Compartmentalized microfluidic airway systems. (A) The microfabricated small airways are comprised of PDMS upper and lower chambers sandwiching a porous membrane. (B) SAECs are grown on the membrane with perfusion of culture media in both upper and lower chambers until they become confluent. (C) Once confluence is achieved, media are removed from the upper chamber, forming an air–liquid interface over the cells. During air–liquid interface (ALI) culture, the cells are fed basally and undergo cellular differentiation. (D) Physiologic airway closure is recreated in the microfluidic system by exposing the differentiated cells to plug flows. (E) Liquid plugs created in a plug generator progress over a monolayer of the epithelial cells and rupture in the downstream region, reopening the in vitro small airways. (F) SAECs seeded into the upper chamber attach to a membrane within 5 hr after seeding in the absence of fluid flows. Continuous perfusion of media supports cell growth into monolayers with typical epithelial appearance. Confluence is reached ≈6 days after seeding, at which time ≈95% of the membrane surface inside the microchannel is uniformly covered with SAECs. (Scale bars: 150 μm.)

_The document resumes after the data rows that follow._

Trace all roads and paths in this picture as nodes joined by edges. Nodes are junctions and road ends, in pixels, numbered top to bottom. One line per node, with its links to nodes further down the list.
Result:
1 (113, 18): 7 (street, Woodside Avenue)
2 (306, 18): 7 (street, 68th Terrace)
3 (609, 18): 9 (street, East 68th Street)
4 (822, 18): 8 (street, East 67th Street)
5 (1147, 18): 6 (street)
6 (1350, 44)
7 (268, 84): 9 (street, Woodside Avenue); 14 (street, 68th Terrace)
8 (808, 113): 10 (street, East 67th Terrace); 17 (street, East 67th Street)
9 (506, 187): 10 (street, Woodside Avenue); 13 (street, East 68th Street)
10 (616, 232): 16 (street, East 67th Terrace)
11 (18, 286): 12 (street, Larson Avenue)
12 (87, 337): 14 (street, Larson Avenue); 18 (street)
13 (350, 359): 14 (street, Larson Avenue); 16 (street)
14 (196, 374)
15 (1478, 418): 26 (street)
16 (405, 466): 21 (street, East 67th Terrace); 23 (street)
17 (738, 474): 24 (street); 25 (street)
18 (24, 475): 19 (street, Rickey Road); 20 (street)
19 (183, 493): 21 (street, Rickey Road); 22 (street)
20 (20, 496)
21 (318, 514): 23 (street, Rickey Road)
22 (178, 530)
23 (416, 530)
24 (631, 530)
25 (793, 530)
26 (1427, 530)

The monolayer of fully differentiated SAECs is then subjected to different types of fluid flows. For instance, air flow can be driven over the monolayer at slow speeds to simulate normal breathing situations. Single-phase liquid flows through the upper chamber can be used to recreate the motion of liquid during total liquid ventilation (48) or fetal breathing movements in the developing lung (49). For investigation of lung injury during airway reopening, the prepared cells are exposed to plug propagation and rupture to reproduce in vivo airway reopening in the microfabricated in vitro small airway (Fig. 1D). Liquid plugs are created by a plug generator integrated with the upper chamber and propagate over the epithelial cells. As liquid plugs move down the microchannel, they shorten as a result of the deposition of a trailing film (29) and eventually rupture in the downstream region (Fig. 1E).

Results and Discussion

Under liquid perfusion culture conditions, the SAECs exhibited a monolayer growth pattern and remained proliferative over a period of 6 days (Fig. 1F) to produce a confluent monolayer with ≈90% viability, as assessed by live/dead staining (Fig. 2A). When grown at an air–liquid interface, the SAECs lost their proliferative capacity, presumably because of the initiation of cellular differentiation as well as contact inhibition. Air–liquid interface culture over 3 weeks resulted in no significant change in viability (Fig. 2B). The cells in the regions not adjoining the lower chamber, however, were found to be dead (Fig. 2C), illustrating a vital role of basal feeding in sustaining the SAECs during prolonged periods of air–liquid interface culture. Immunohistochemical quantification of Clara cell 10-kDa protein (CC10), a known marker of differentiated and biochemically functional airway epithelial cells (45, 50), revealed a marked increase in CC10 upon exposure of the cells to an air–liquid interface (Fig. 2D). The concentration of CC10 increased over the first 9 days and decreased gradually throughout the rest of the culture period, consistent with the observations reported in macroscopic airway epithelial cell cultures (45). Liquid perfusion culture resulted in no detectable CC10 expression regardless of its duration.

Fig. 2.

Fig. 2.

Microfluidic production of in vitro small airway tissue. Liquid perfusion culture over 6 days generates a confluent monolayer of SAECs with high viability (mean ± SD = 90.4 ± 5.17%), as illustrated in A. Green and red represent live and dead cells, respectively. (B) During ALI culture lasting 3 weeks, the steady flow of culture media in the lower chamber sustains the cells on the membrane, maintaining high viability (87.6 ± 3.77%). (C) The cells in the areas without basal feeding die from starvation, leading to no detection of live cells. (Scale bars: 150 μm.) (D) ALI culture induces differentiation of SAECs as indicated by the production of CC10. The level of protein secretion is not measurable during liquid perfusion culture and increases considerably within 9 days after the formation of an air–liquid interface. Data represent mean ± SD of samples collected from three independent experiments (n = 3).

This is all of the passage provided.